To us the presence and work of the Holy Spirit are the ground of our confidence as to the wisdom and hopefulness of our life work.  If we had not believed in the Holy Ghost we should have laid down our ministry long ere this, for ‘who is sufficient for these things?’  Our hope of success, and our strength for continuing the service, lie in our belief that the Spirit of the Lord resteth upon us.”

“We believe ourselves to be spokesmen for Jesus Christ, appointed to continue His witness upon earth; but upon Him and His testimony the Spirit of God always rested, and if it does not rest upon us, we are evidently not sent forth into the world as He was.”

“If we have not the Spirit which Jesus promised, we cannot perform the commission which Jesus gave.”

“Rightly to divide the Word of God is as important as fully to understand it, for some who have evidently understood a part of the gospel have given undue prominence to that one portion of it, and have therefore exhibited a distorted Christianity, to the injury of those who have received it, since they in their turn have exhibited a distorted character in consequence thereof.”

“We may be conscious of having passed by certain texts, not because we do not understand them (which may be justifiable), but because we do understand them, and hardly like to say what they have taught us, or because there may be some imperfection in ourselves, or some prejudice among our hearers which those texts would reveal too clearly for our comfort.  Such sinful silence must be ended forthwith.”

“I believe that many brethren who preach human responsibility deliver themselves in so legal a manner as to disgust all those who love the doctrines of grace.  On the other hand, I fear that many have preached the sovereignty of God in such a way as to drive all persons who believe in man’s free agency entirely away from the Calvinistic side.”
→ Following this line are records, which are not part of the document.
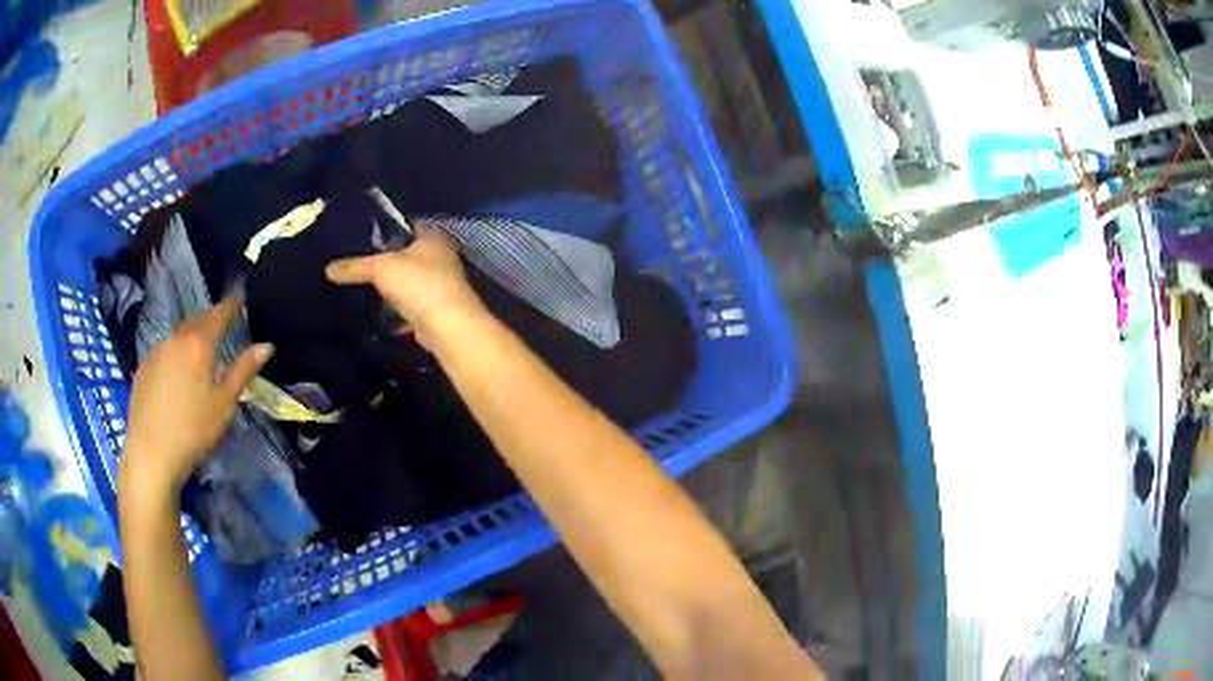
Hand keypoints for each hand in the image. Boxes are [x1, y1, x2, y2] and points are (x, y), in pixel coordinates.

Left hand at [121, 295, 272, 493]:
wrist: (151, 452)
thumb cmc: (194, 430)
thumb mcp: (224, 403)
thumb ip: (243, 371)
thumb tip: (266, 346)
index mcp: (199, 344)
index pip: (219, 313)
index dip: (231, 304)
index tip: (240, 297)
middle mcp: (176, 339)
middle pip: (196, 320)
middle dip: (210, 318)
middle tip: (222, 323)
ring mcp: (156, 352)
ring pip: (178, 336)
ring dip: (191, 337)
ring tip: (199, 351)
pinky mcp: (143, 368)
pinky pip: (164, 352)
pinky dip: (175, 354)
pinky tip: (177, 376)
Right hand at [325, 227, 485, 341]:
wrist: (449, 327)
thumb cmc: (418, 284)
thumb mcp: (380, 269)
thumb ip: (354, 267)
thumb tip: (328, 269)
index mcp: (432, 236)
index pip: (406, 224)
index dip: (385, 228)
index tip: (362, 236)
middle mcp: (441, 256)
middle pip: (407, 254)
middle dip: (386, 260)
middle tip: (358, 264)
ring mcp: (442, 284)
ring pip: (410, 282)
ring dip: (392, 288)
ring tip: (364, 289)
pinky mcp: (438, 310)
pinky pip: (412, 307)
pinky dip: (398, 312)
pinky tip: (380, 316)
“We need the divine influence to keep us back from saying many things which, if they actually left our tongue, would mar our message.  Those of us who are endowed with the dangerous gift of humour have need, sometimes, to stop and take the word out of our mouth and look at it, and see whether it is quite to edification.”

“Especially is it the Holy Spirit’s work to maintain in us a devotional frame of mind whilst we are discoursing.  This is a condition to be greatly coveted–to continue praying while you are occupied with preaching; to do the Lord’s commandments, hearkening unto the voice of His word; to keep the eye on the throne, and the wing in perpetual motion.”
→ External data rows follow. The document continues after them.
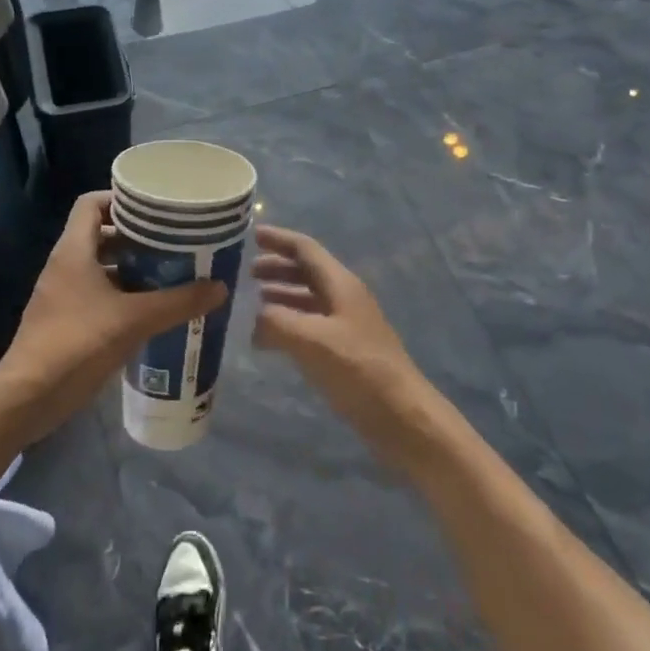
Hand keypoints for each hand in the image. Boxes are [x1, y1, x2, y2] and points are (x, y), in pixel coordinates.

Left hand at [0, 192, 226, 443]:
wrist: (28, 398)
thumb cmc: (77, 344)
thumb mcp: (134, 320)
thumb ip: (178, 302)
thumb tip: (220, 287)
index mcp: (73, 250)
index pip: (92, 203)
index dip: (120, 200)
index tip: (154, 210)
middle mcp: (65, 265)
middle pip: (100, 234)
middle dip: (135, 237)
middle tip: (172, 243)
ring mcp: (63, 294)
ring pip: (100, 267)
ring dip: (131, 269)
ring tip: (169, 274)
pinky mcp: (65, 321)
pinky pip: (97, 294)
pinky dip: (122, 295)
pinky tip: (150, 311)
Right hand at [251, 225, 442, 462]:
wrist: (402, 416)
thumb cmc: (359, 370)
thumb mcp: (311, 341)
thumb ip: (277, 322)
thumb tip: (256, 319)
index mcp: (340, 284)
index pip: (305, 249)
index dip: (278, 239)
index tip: (252, 234)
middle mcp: (344, 297)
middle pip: (307, 271)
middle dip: (277, 267)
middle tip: (247, 273)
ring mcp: (347, 324)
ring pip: (309, 298)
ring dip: (282, 295)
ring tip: (255, 303)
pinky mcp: (346, 350)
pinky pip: (311, 324)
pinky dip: (290, 322)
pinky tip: (273, 338)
“We do not stand up in our pulpits to display our skill in spiritual sword play, but we come to actual fighting:  our object is to drive the sword of the Spirit through men’s hearts.”

“Never aim at effect after the manner of the climax makers, poetry quoters, handkerchief manipulators, and bombast blowers.  Far better for a man that he had never been born than that he should degrade a pulpit into a show box to exhibit himself in.  Aim at the right sort of effect; the inspiring of saints to nobler things, the leading of Christians closer to their Master, the comforting of doubters till they rise out of their terrors, the repentance of sinners, and their exercise of immediate faith in Christ.  Without these signs following, what is the use of our sermons?”

“The habit of prayer is good, but the spirit of prayer is better.  Regular retirement is to be maintained, but continued communion with God is to be our aim.”

Regarding congregationalism- “Brethren, our system will not work without the Spirit of God, and I am glad that it will not, for its stoppages and breakages call our attention to the fact of His absence.  Our system was never intended to promote the glory of priests and pastors, but it is calculated to educate manly Christians, who will not take their faith at second-hand.”

“The Spirit claims a sovereignty like that of the wind which bloweth where it listeth; but let us never dream that sovereignty and capriciousness are the same thing.  The blessed Spirit acts as He wills, but He always acts justly, wisely, and with motive and reason.”

“Christ’s Spirit will not be an accomplice with men in the wretched business of shuffling and deceiving.  Does it really come to this?–that you preach certain doctrines, not because you believe them, but because your congregation expects you to do so?”

“I would not shun my Master’s service, but I tremble in His presence.  Who can be faultless when even Moses erred?  It is a dreadful thing to be beloved of God.”

“When you are fullest of the fruits of the Spirit, bow lowest before the throne, and serve the Lord with fear…Remember that God has come unto us, not to exalt us, but to exalt Himself, and we must see to it that His glory is the one sole object of all that we do.